Recorded data
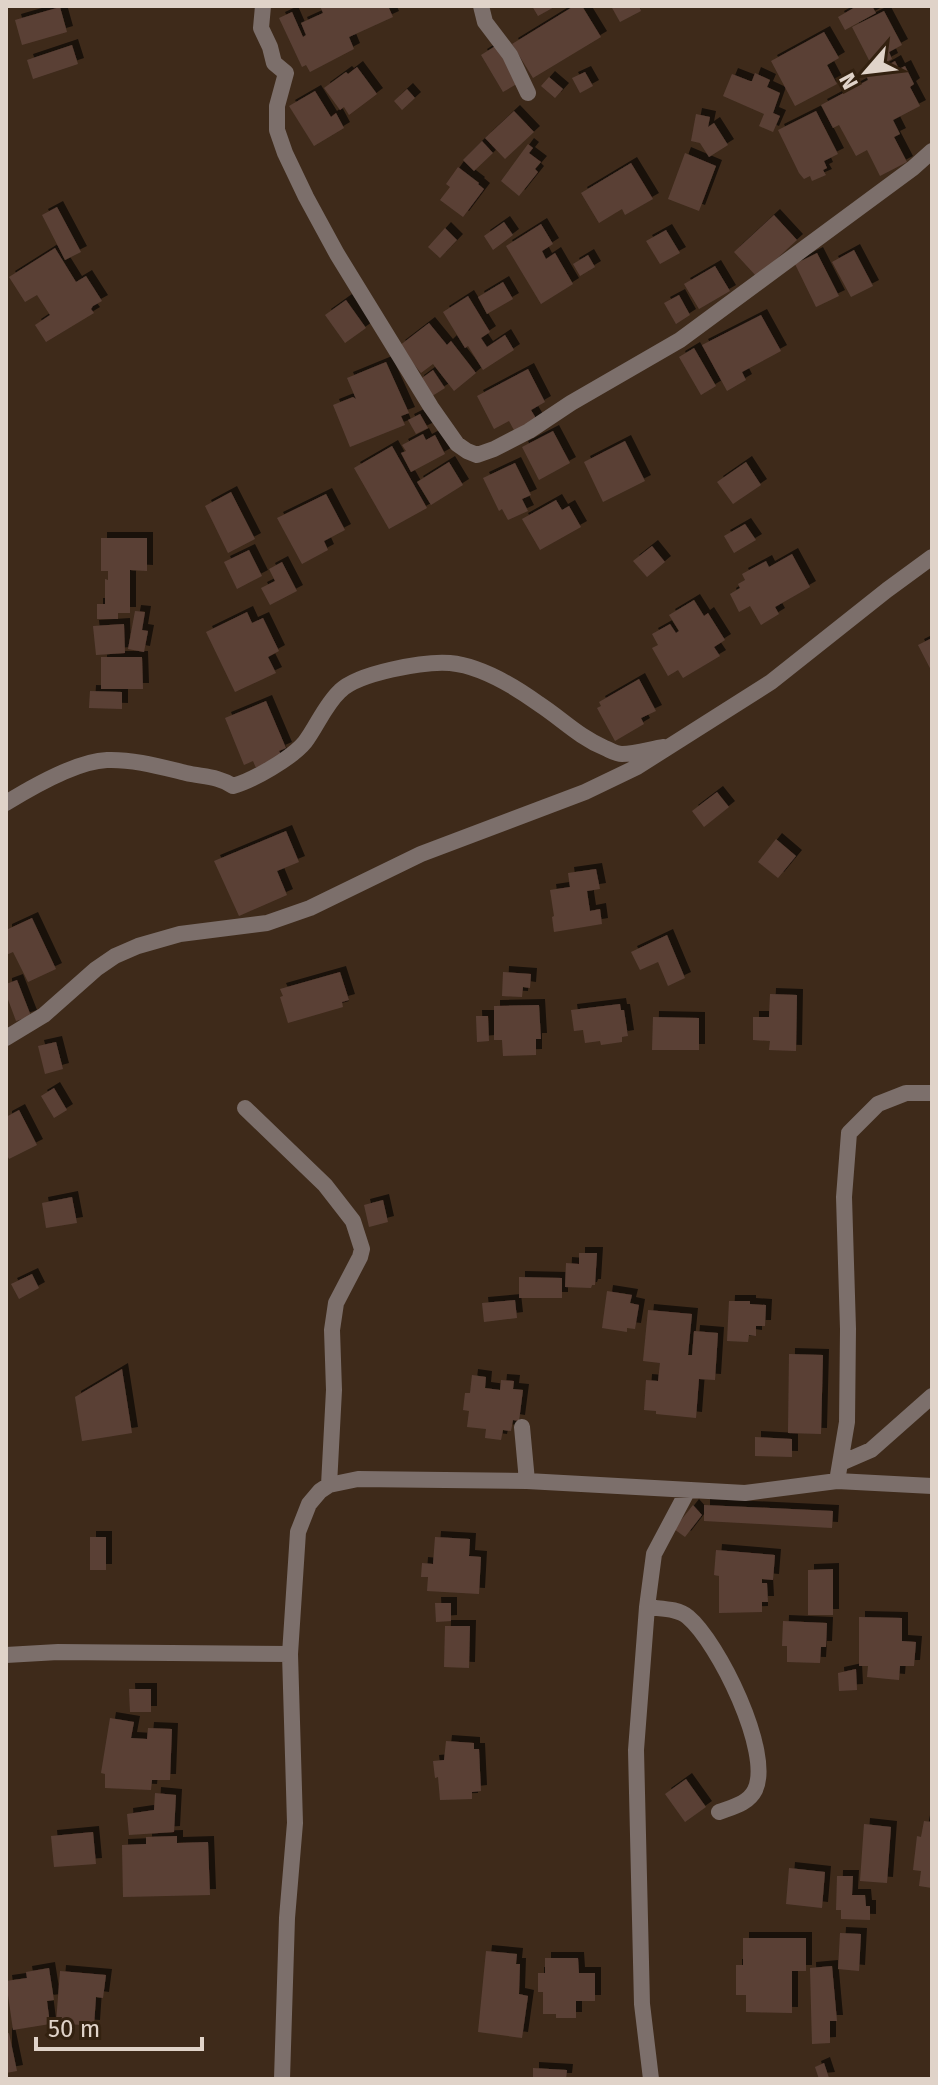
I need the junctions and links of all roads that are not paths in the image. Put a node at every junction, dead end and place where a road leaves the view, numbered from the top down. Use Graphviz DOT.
graph roads {
  1 [pos="263,6"];
  2 [pos="481,6"];
  3 [pos="528,93"];
  4 [pos="932,151"];
  5 [pos="932,557"];
  6 [pos="674,745"];
  7 [pos="6,803"];
  8 [pos="6,1038"];
  9 [pos="932,1093"];
  10 [pos="245,1108"];
  11 [pos="932,1396"];
  12 [pos="522,1427"];
  13 [pos="841,1463"];
  14 [pos="527,1481"];
  15 [pos="837,1481"];
  16 [pos="329,1485"];
  17 [pos="932,1486"];
  18 [pos="688,1490"];
  19 [pos="647,1607"];
  20 [pos="290,1654"];
  21 [pos="6,1655"];
  22 [pos="719,1812"];
  23 [pos="282,2079"];
  24 [pos="651,2079"];
  1 -- 4 [label="street"];
  2 -- 3 [label="street"];
  5 -- 6 [label="street"];
  6 -- 7 [label="street"];
  6 -- 8 [label="street"];
  9 -- 13 [label="street"];
  10 -- 16 [label="street"];
  11 -- 13 [label="street"];
  12 -- 14 [label="street"];
  13 -- 15 [label="street"];
  14 -- 16 [label="street"];
  14 -- 18 [label="street"];
  15 -- 17 [label="street"];
  15 -- 18 [label="street"];
  16 -- 20 [label="street"];
  18 -- 19 [label="street"];
  19 -- 22 [label="street"];
  19 -- 24 [label="street"];
  20 -- 21 [label="street"];
  20 -- 23 [label="street"];
}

* How to complete this task *
If a line in the records contains the word "roads", copy it.

* Exercise output *
I need the junctions and links of all roads that are not paths in the image. Put a node at every junction, dead end and place where a road leaves the view, numbered from the top down. Use Graphviz DOT.
graph roads {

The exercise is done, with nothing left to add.